Disputa por maior público do país vira atração das séries A, B e CSão Paulo e Atlético-MG, respectivamente os líderes das Séries A e B, vão brigar até o final do ano por um outro título: maior público do Brasil.
Hoje, o posto é ocupado pelo Galo, que levou 57.851 pessoas ao estádio do Mineirão no último sábado, na vitória sobre o Avaí. O público superou os 55.244 que estiveram no Morumbi, no dia 14, para ver o Tricolor bater o Juventude por 5 x 0. Antes disso, os mineiros já haviam registrado 51.777 na partida contra o Brasiliense.
Agora, o São Paulo espera novamente superar o Atlético-MG. A venda de ingressos para o jogo diante da Ponte Preta, que acontece no dia 2 de novembro, já começou. Ao todo, 68.494 mil bilhetes foram colocados à disposição dos torcedores são-paulinos. "Já estamos conclamando o torcedor para comparecer ao Morumbi. Temos condições de colocar quase 70mil pessoas e já bater novamente o recorde", afirmou o diretor de futebol do São Paulo, João Paulo de Jesus Lopes.
O dirigente ainda tenta junto à Confederação Brasileira de Futebol alterar o horário do jogo, inicialmente marcado às 20h30. "É feriado. Já solicitamos à CBF esta mudança, pois não fere o estatuto do torcedor. Estamos esperando uma resposta", disse.
Além do horário, o São Paulo repete o procedimento da partida contra o Juventude, quando o ingresso de arquibancada custou R$ 10. A diretoria queria diminuir ainda mais o valor, mas, pelo regulamento da CBF, este é o valor mínimo permitido.
João Paulo ainda explicou que dois dos quatro jogos que restam para o Tricolor em casa também serão pela promoção da Nestlé, quando o torcedor troca pacotes de biscoito por ingressos. "Teríamos apenas mais um, mas recebemos um pedido da empresa, e aceitamos fazer mais um jogo", disse.
A iniciativa da diretoria tricolor foi 'criticada' pelo Atlético-MG. Segundo Hissa Elias Moysés, assessor da diretora de futebol e responsável pela venda de ingressos, o Galo não precisa de promoções para levar o maior público ao estádio.
"O Atlético vem quebrando recordes de forma natural e não se utilizando de artifícios como outros clubes", atacou Hissa, que citou, além do São Paulo, também o Bahia, líder de público na Série C do Brasileiro.
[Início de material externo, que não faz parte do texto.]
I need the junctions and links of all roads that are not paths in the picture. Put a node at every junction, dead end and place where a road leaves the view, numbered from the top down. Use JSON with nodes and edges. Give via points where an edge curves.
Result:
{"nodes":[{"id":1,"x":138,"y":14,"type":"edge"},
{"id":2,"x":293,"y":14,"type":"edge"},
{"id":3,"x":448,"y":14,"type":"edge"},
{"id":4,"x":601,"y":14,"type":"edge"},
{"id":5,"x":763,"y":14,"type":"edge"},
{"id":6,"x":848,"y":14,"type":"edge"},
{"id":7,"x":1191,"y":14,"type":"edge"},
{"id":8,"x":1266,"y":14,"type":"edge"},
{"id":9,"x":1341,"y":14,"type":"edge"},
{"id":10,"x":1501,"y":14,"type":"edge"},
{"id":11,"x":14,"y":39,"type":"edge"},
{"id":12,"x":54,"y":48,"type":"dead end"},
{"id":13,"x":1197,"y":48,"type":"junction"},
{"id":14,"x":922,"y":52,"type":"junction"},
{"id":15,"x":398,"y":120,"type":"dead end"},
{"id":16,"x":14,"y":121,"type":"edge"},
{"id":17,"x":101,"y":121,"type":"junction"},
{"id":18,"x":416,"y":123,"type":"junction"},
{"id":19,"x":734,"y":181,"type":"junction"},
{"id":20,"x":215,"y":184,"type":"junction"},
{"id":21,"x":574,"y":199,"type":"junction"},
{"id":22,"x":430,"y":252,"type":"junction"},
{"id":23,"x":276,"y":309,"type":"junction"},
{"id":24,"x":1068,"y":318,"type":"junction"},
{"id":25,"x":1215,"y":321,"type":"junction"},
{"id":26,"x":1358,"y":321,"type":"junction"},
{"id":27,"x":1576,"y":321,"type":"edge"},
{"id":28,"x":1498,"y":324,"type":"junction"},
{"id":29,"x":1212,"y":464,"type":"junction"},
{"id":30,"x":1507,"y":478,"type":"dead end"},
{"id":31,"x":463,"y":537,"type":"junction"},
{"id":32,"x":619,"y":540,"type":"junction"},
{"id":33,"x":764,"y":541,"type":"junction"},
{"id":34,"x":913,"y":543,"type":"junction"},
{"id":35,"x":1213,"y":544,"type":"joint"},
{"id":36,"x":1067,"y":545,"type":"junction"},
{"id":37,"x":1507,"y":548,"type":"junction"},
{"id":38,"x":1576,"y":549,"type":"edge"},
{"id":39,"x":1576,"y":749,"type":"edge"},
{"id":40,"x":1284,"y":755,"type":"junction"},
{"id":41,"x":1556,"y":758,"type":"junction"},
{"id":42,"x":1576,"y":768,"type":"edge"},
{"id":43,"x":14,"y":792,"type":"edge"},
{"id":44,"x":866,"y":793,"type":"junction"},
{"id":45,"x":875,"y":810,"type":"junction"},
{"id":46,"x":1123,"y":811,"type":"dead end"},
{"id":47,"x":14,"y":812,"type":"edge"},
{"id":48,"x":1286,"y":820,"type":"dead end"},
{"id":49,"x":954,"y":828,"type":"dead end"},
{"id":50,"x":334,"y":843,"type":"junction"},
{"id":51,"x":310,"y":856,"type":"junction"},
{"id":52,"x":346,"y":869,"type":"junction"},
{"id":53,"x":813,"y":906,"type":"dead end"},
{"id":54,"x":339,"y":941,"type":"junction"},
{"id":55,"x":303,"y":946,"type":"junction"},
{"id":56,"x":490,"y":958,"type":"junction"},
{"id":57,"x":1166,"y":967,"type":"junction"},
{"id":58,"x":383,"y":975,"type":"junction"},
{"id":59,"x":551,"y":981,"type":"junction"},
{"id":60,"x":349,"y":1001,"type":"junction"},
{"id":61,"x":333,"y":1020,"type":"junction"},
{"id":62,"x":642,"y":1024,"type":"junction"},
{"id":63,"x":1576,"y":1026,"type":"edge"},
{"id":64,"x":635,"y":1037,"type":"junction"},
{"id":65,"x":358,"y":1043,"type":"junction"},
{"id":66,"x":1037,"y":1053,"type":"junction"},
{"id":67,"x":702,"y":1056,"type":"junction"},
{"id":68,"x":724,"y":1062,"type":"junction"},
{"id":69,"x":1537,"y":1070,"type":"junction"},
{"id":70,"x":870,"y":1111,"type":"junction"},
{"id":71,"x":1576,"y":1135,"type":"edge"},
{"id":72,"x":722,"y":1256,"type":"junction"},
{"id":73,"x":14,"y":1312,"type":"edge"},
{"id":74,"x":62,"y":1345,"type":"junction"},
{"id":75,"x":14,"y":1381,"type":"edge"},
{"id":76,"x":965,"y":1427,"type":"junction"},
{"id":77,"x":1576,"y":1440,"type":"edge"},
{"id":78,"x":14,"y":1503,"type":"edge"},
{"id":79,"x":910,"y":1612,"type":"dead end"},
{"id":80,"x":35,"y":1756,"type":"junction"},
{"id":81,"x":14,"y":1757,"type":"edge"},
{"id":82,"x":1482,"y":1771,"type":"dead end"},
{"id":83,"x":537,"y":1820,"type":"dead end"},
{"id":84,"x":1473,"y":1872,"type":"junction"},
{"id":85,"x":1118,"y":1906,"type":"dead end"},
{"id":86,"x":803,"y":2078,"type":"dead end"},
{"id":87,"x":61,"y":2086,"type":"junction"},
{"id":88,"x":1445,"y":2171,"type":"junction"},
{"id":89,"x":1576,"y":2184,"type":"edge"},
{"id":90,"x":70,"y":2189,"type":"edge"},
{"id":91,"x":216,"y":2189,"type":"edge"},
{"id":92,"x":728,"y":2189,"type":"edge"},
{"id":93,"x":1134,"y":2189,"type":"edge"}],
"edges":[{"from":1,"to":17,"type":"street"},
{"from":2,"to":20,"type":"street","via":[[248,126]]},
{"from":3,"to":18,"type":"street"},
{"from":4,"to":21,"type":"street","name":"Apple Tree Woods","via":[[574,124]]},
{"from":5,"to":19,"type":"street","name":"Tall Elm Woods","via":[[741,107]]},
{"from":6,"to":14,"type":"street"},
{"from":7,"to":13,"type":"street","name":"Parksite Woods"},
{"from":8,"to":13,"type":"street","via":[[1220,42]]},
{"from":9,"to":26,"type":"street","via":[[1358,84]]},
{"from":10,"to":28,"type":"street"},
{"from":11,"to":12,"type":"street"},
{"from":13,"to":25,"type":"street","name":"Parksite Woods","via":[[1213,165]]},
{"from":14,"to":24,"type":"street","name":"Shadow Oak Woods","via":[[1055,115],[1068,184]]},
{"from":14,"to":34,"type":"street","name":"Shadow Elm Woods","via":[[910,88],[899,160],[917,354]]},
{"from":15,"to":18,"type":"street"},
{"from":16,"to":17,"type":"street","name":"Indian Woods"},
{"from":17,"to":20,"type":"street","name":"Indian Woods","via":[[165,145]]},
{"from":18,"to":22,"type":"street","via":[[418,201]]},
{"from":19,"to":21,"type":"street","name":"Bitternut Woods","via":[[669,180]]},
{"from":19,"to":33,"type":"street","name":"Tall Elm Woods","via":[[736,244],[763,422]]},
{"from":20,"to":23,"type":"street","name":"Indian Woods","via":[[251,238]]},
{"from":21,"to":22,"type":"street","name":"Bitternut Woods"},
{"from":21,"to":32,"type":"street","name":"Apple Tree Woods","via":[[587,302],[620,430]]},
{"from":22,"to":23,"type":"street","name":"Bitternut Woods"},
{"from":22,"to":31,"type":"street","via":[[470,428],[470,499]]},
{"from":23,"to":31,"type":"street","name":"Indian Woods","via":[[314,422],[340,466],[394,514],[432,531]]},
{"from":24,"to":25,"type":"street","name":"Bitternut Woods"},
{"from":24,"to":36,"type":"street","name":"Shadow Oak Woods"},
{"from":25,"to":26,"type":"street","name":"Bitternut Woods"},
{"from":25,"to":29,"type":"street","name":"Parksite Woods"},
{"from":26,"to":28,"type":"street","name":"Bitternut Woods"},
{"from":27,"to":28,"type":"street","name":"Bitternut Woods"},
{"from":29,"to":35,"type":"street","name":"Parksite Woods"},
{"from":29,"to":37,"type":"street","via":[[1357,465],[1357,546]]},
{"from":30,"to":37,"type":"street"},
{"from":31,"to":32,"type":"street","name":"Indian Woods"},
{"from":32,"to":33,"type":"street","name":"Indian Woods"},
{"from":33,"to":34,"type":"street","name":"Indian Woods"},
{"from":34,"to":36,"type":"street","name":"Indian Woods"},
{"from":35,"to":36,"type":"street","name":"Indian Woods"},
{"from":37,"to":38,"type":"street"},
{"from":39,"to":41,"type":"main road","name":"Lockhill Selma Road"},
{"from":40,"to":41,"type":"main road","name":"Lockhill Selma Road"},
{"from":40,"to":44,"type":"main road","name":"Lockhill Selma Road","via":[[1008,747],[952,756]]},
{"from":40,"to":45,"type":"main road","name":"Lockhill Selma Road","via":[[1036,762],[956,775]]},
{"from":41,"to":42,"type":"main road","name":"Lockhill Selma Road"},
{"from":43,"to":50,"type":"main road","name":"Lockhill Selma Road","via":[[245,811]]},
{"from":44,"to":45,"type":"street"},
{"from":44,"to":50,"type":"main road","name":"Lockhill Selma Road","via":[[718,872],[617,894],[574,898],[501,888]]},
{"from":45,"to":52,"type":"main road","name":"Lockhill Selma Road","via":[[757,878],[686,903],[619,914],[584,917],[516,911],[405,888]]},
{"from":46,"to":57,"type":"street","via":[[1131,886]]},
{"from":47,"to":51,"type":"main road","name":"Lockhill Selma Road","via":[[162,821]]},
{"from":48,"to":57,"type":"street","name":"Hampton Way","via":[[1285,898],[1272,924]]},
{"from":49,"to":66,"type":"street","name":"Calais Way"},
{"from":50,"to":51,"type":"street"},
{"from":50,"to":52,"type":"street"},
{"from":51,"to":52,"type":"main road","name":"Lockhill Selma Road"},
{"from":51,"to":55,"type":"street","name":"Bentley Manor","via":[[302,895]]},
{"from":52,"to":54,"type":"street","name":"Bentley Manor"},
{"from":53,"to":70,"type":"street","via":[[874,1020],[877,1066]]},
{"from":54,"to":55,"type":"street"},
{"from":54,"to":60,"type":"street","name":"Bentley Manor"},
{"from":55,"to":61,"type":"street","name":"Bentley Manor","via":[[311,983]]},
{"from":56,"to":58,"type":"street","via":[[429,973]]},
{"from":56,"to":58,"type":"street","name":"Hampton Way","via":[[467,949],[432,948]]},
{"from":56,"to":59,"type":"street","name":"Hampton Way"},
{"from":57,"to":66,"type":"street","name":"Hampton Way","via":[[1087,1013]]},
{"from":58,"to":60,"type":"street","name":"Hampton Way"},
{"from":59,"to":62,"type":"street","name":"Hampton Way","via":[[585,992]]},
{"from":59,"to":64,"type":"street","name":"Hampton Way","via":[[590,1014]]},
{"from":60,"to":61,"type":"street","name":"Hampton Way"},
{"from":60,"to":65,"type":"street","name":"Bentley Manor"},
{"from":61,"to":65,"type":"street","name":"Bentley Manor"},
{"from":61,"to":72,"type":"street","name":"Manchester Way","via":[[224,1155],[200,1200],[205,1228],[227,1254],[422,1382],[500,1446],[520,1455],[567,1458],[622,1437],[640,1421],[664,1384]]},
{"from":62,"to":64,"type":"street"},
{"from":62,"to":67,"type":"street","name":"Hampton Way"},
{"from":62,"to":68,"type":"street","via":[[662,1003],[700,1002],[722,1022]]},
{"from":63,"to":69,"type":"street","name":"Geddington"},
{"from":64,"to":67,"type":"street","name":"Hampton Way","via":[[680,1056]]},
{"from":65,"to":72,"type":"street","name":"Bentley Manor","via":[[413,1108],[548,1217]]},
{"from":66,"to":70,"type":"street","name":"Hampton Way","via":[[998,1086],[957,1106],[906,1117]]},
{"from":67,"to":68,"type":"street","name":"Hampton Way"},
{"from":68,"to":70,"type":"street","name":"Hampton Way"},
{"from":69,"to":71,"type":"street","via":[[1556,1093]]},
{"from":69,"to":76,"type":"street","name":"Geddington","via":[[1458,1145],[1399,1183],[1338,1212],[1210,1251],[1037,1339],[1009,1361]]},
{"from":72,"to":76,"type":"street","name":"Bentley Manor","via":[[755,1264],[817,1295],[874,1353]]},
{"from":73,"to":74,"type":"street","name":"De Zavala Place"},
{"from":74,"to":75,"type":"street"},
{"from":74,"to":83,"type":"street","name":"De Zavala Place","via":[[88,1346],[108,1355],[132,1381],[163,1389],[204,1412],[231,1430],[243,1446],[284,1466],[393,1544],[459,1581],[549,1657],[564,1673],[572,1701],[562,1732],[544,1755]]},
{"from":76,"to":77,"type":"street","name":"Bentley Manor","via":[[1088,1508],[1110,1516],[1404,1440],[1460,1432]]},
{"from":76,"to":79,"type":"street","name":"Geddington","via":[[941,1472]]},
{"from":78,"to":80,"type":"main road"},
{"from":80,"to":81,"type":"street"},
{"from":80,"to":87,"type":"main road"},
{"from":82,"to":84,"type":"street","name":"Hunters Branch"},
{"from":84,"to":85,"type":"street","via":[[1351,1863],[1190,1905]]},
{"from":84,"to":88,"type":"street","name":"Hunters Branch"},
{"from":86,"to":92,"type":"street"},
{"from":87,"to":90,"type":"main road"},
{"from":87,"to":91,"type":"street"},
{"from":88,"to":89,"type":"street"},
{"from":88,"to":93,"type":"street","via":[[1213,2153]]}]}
"O Bahia colocou ingresso a R$ 1 em qualquer setor da Fonte Nova e o São Paulo bateu recorde por causa da promoção da Nestlé. Nós não reduzimos preços para levar público, o nosso torcedor vai pela paixão que tem pelo clube", afirmou o dirigente, que descarta a fazer promoções com reduções de preços de ingresso.